## Excerpted records
────────
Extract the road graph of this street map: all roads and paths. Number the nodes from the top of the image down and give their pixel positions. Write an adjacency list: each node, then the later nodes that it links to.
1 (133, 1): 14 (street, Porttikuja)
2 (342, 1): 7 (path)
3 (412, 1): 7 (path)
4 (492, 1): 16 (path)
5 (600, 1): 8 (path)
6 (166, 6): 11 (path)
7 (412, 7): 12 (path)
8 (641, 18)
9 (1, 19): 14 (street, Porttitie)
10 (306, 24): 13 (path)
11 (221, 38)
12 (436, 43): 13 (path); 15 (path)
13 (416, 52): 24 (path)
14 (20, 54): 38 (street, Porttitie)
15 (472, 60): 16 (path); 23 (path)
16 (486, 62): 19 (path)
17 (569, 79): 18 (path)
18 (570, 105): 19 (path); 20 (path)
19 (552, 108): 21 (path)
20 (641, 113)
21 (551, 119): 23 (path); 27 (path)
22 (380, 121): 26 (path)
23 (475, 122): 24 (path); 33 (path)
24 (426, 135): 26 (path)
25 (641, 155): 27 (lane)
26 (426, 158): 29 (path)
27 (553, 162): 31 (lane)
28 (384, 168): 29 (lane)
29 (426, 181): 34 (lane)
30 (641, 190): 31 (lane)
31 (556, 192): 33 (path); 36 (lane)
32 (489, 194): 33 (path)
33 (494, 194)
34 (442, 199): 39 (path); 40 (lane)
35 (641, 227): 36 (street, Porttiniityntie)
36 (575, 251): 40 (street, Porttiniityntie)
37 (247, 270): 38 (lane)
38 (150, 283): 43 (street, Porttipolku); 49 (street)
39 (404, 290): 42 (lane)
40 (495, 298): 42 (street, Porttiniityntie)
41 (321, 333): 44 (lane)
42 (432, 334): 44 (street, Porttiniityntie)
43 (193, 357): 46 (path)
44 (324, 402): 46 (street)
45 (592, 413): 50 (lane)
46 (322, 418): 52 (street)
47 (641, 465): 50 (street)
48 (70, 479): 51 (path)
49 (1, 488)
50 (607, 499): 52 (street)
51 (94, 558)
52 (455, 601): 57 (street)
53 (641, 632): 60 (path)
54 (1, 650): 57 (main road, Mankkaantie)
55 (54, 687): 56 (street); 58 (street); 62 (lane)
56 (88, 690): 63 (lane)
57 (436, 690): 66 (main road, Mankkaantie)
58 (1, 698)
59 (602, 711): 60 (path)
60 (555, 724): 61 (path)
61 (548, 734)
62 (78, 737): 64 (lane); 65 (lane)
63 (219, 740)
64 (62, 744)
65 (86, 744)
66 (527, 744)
────────
## Task brief
Show the lines above that have the word "Porttiniityntie".

## Solution
35 (641, 227): 36 (street, Porttiniityntie)
36 (575, 251): 40 (street, Porttiniityntie)
40 (495, 298): 42 (street, Porttiniityntie)
42 (432, 334): 44 (street, Porttiniityntie)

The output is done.